HomeResearchGoalsKinetic studies for cytostatic drug complexes with plasma transport proteins

In clinical treatment of cancer diseases a significant and constantly increasing role play platinum coordination compounds. Among them, cisplatin and its analogues take unquestionably leading position due to their specific cytotoxic action against certain kinds of malignancies. The fundamental challenge created by the needs of the contemporary chemotherapy is development of new generation drugs, possessing a wider spectrum of action and a lesser toxicity. Biological activity of newly designed and established metallodrugs can be estimated, among other functions, by the characterization of their interactions with plasma transport proteins, e.g., albumin and transferrin.
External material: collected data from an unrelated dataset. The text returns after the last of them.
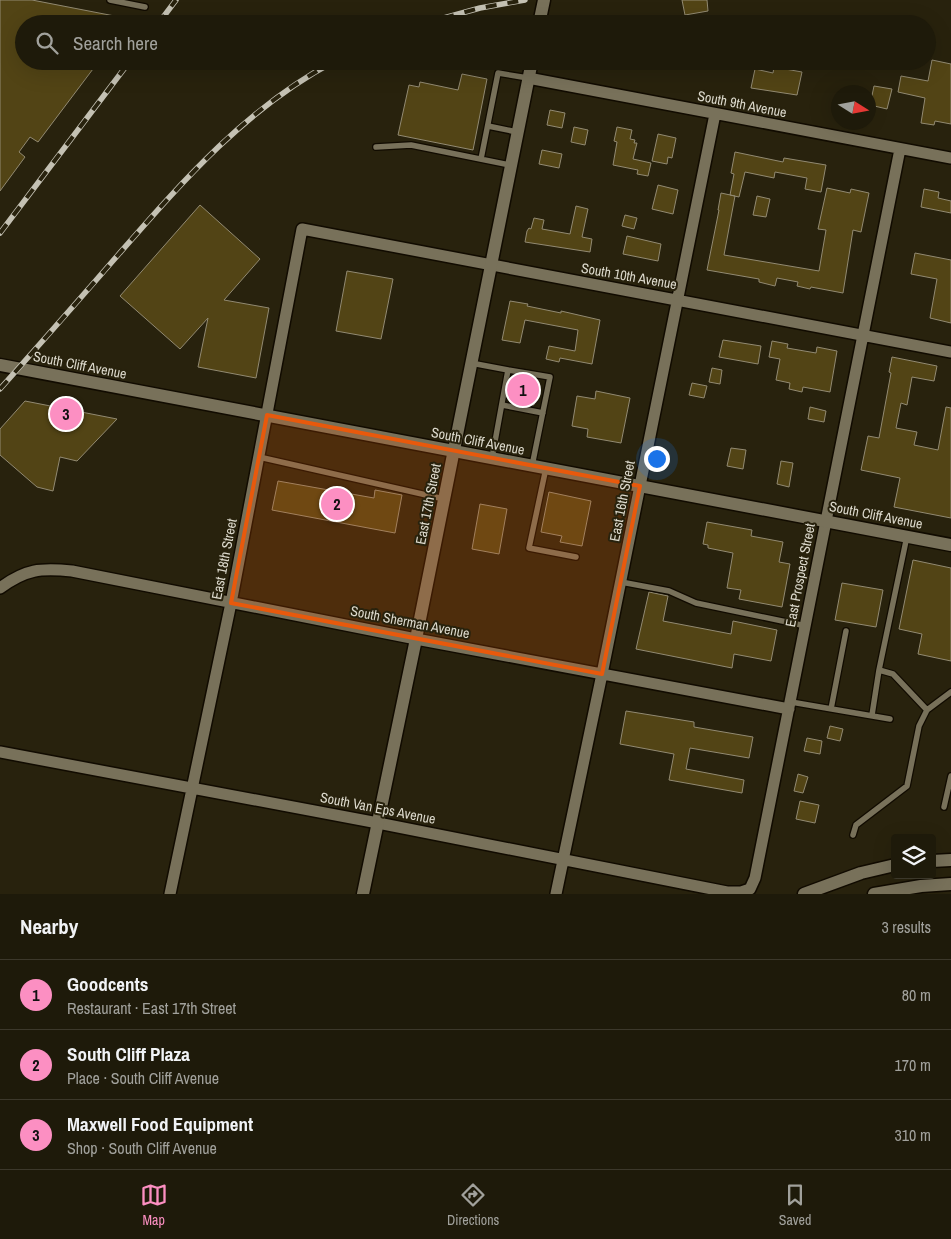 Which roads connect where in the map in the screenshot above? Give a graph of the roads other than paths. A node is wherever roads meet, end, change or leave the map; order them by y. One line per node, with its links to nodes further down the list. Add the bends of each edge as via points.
1 (110, 0): 3 (lane)
2 (544, 0): 4 (main road)
3 (145, 7)
4 (541, 15)
5 (530, 70): 6 (main road, East 17th Street)
6 (528, 78): 7 (street, South 9th Avenue); 8 (lane, via 498,73); 9 (main road, East 17th Street)
7 (716, 114): 11 (street, South 9th Avenue); 17 (street, East 16th Street)
8 (488, 126): 9 (lane); 13 (lane)
9 (517, 132): 14 (main road, East 17th Street)
10 (376, 147): 13 (lane, via 411,145)
11 (900, 149): 12 (street, South 9th Avenue); 18 (street, East Prospect Street)
12 (951, 158)
13 (481, 160): 14 (lane)
14 (510, 166): 16 (main road, East 17th Street)
15 (302, 229): 16 (street, South 10th Avenue); 25 (street, East 18th Street)
16 (490, 266): 17 (street, South 10th Avenue); 20 (main road, East 17th Street)
17 (678, 300): 18 (street, South 10th Avenue); 31 (street, East 16th Street)
18 (864, 335): 19 (street, South 10th Avenue); 33 (street, East Prospect Street)
19 (951, 352)
20 (471, 363): 22 (lane); 26 (main road, East 17th Street)
21 (0, 365): 25 (main road, South Cliff Avenue)
22 (508, 370): 23 (lane); 24 (lane, via 550,377)
23 (502, 405): 24 (lane); 28 (lane)
24 (543, 413): 29 (lane)
25 (267, 416): 26 (main road, South Cliff Avenue); 27 (street, East 18th Street)
26 (454, 451): 28 (main road, South Cliff Avenue); 32 (main road, East 17th Street)
27 (259, 457): 32 (lane); 39 (street, East 18th Street)
28 (492, 458): 29 (main road, South Cliff Avenue)
29 (532, 466): 30 (main road, South Cliff Avenue)
30 (546, 468): 31 (main road, South Cliff Avenue); 36 (lane, via 529,548)
31 (640, 486): 33 (main road, South Cliff Avenue); 37 (street, East 16th Street)
32 (444, 499): 42 (main road, East 17th Street)
33 (826, 521): 34 (main road, South Cliff Avenue); 40 (street, East Prospect Street)
34 (907, 536): 35 (main road, South Cliff Avenue); 43 (lane)
35 (951, 545)
36 (576, 557)
37 (621, 582): 40 (lane, via 669,591 696,603); 44 (street, East 16th Street)
38 (0, 588): 39 (street, South Sherman Avenue, via 25,572 47,569 72,571)
39 (231, 603): 42 (street, South Sherman Avenue); 53 (street, East 18th Street)
40 (806, 626): 46 (street, East Prospect Street)
41 (846, 632): 47 (lane)
42 (416, 639): 44 (street, South Sherman Avenue); 55 (main road, East 17th Street)
43 (879, 670): 48 (lane, via 893,674); 49 (lane)
44 (602, 674): 46 (street, South Sherman Avenue); 57 (street, East 16th Street)
45 (951, 692): 48 (lane)
46 (790, 706): 47 (lane); 62 (street, East Prospect Street, via 755,878)
47 (831, 709): 49 (lane)
48 (927, 710): 56 (lane, via 919,726 907,786 856,825)
49 (872, 715): 50 (lane)
50 (890, 719)
51 (0, 752): 53 (street, South Van Eps Avenue)
52 (951, 776): 54 (lane)
53 (192, 788): 55 (street, South Van Eps Avenue); 63 (street, East 18th Street)
54 (944, 807)
55 (378, 823): 57 (street, South Van Eps Avenue); 64 (main road, East 17th Street)
56 (853, 835)
57 (563, 860): 62 (street, South Van Eps Avenue, via 727,892); 65 (street, East 16th Street)
58 (951, 860): 59 (main road)
59 (936, 861)
60 (891, 866): 66 (main road)
61 (951, 884): 67 (main road)
62 (750, 888)
63 (170, 894)
64 (363, 894)
65 (556, 894)
66 (804, 894)
67 (874, 894) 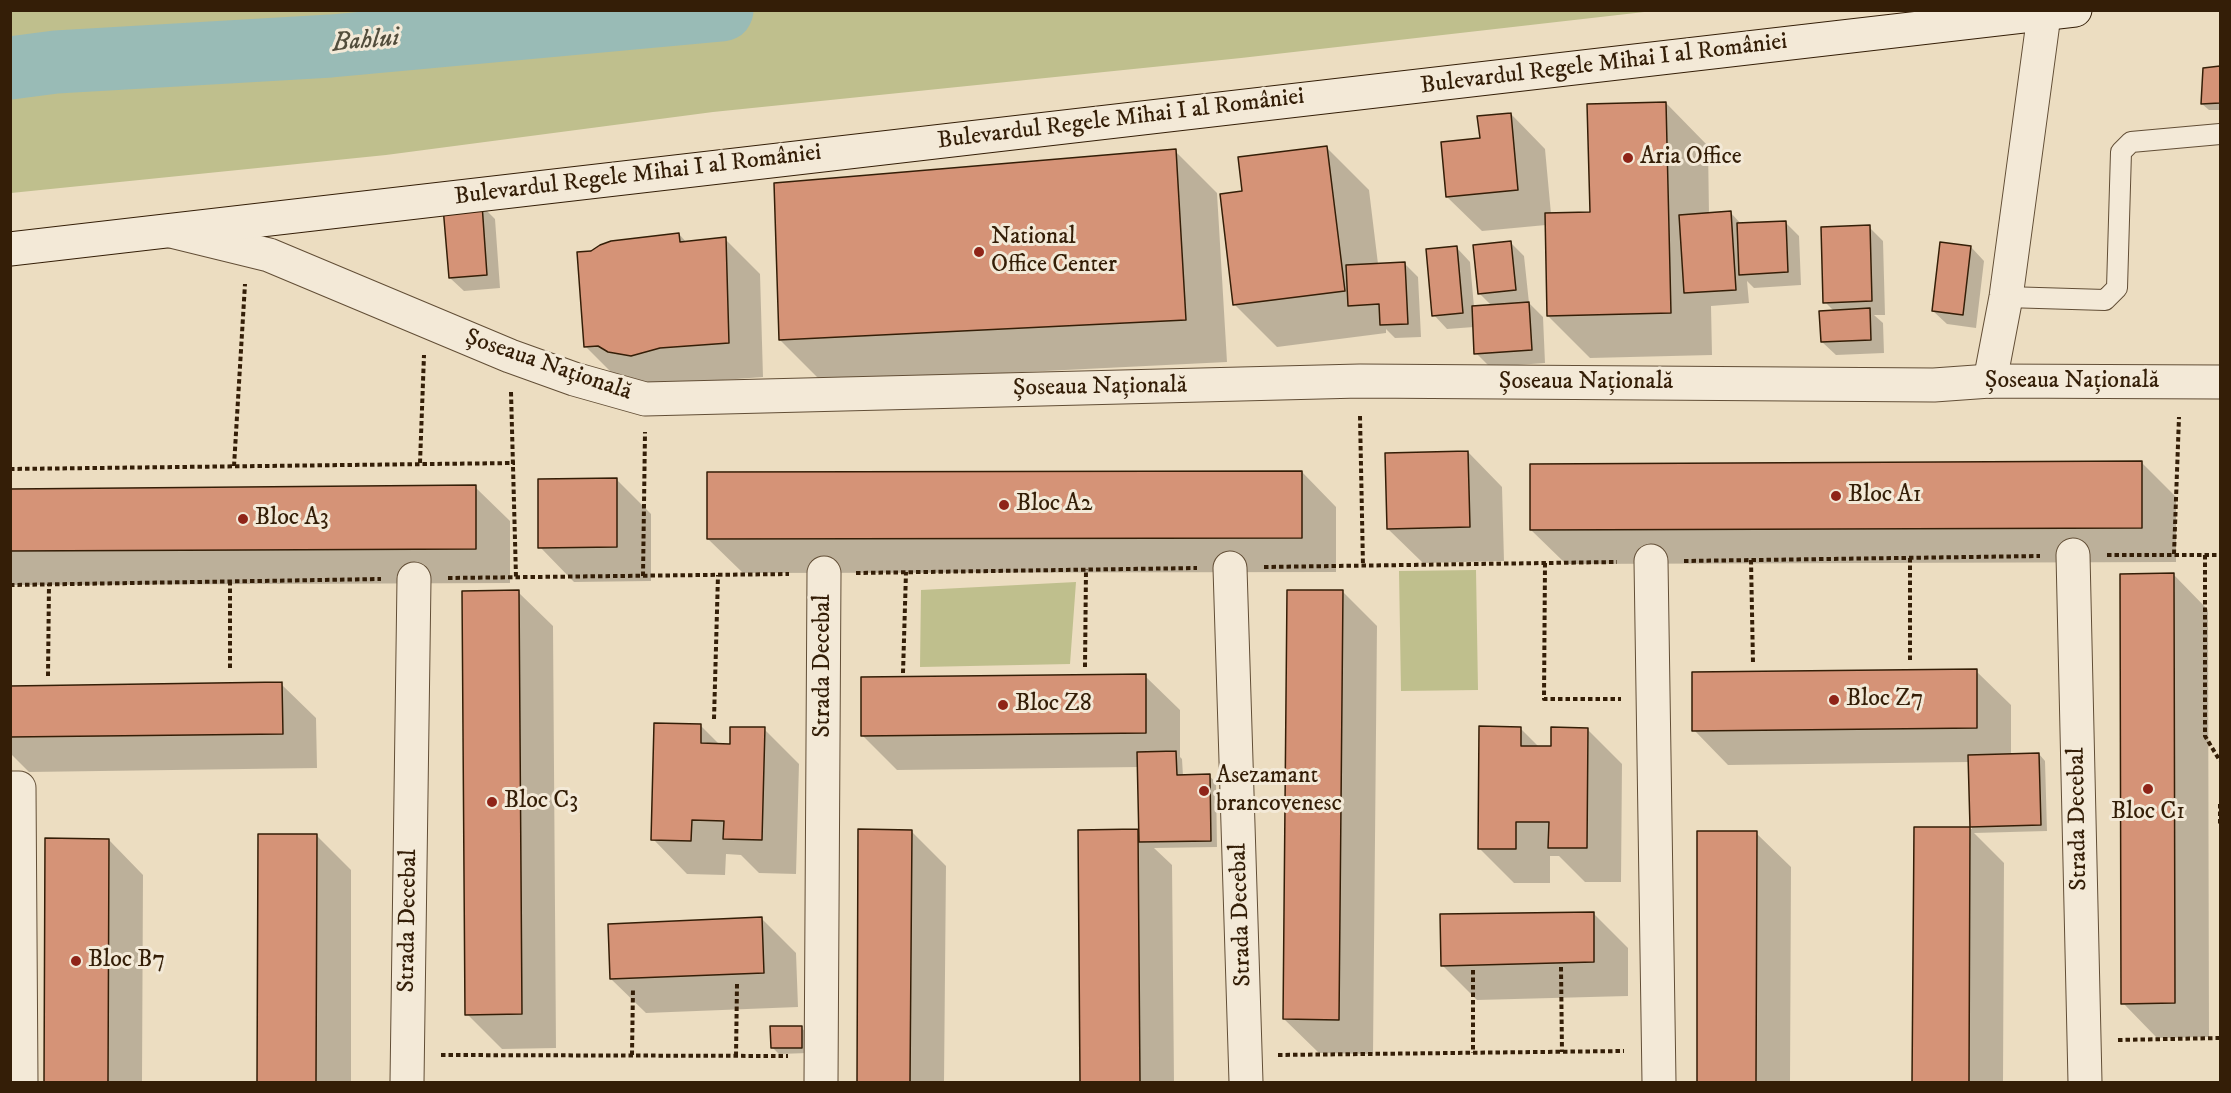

For such investigations, various techniques have been applied, but the necessity for off-line separation of the components of the reaction mixture made the existing analytical methodology rather time-consuming and inefficient. Therefore, techniques with a higher separation ability and minor impact on the original species distribution become of major concern. One of these is capillary electrophoresis (CE) that being hyphenated with inductively coupled plasma (ICP-MS) or electrospray ionization mass spectrometric detection offers great potential in metallodrug investigation. Hyphenated CE-ICP-MS technique is proposed for the identification and characterization of free and protein-bound fractions in systems comprising various platinum group metal complexes and human serum proteins.